Park Chan-wook, avec ce film brillant, revisite une bonne partie de sa filmographie, rend hommage à ses maîtres et peut-être un peu à sa propre épouse, qu’il a rencontré lors d’une projection de… Sueurs froides – celle-là même qui l’a incité à devenir cinéaste. Il prouve qu’il est aussi, à 58 ans, un cinéaste ultra-moderne, expérimentant encore et toujours, pour le plus grand bonheur des cinéphiles.
Palmomètre :
Comme le jury avait annoncé vouloir un palmarès “politique”, ce film n’avait pas les faveurs des pronostics pour la Palme d’Or. Mais un prix pour son scénario, brillantissime, ou sa mise en scène audacieuse était plus que probable. Le jury a choisi la seconde option pour mettre le film au palmarès. C’est amplement mérité.
Contrepoints critiques :
”l y a une beauté de la mise en scène, mais qui finit par étouffer constamment le propos. Il ne peut pas supporter qu’il n’y ait pas un plan sans une idée, sans une trouvaille, sans quelque chose d’inventif et de surprenant. Et du coup, il égare sa structure narrative.”
(Xavier Leherpeur – Le Masque et la plume/France Inter)
”Park Chan-wook épouse une sorte de mouvement Brownien cinématographique, mué par un désir non pas de surprendre, mais plutôt d’étourdir, de déconcerter où même de donner le vertige.
Un met d’exception mais, clairement, pas pour tous les palais.”

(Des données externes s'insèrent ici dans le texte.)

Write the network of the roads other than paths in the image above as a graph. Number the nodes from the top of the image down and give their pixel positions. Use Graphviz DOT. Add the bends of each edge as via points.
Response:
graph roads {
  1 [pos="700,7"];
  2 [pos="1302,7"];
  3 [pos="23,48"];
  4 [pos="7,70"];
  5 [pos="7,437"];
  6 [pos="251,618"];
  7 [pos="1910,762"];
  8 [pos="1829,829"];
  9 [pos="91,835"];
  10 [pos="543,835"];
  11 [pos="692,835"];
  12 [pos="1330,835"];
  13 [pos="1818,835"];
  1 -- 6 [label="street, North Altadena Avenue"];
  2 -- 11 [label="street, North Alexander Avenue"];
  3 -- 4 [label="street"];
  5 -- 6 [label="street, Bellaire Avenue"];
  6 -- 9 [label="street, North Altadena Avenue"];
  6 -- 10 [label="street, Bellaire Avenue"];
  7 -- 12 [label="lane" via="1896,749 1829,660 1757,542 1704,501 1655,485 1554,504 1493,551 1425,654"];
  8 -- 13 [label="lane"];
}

(Jonathan Chevrier – Fucking cinephiles)
”Decision to leave est indéniablement brillamment réalisé, avec une sorte de maestria qui force le respect, mais c’est au service d’un récit qui manque de surprise et de puissance émotionnelle. Un peu trop scolaire, et forcément un chouia déçu après la déflagration Mademoiselle.”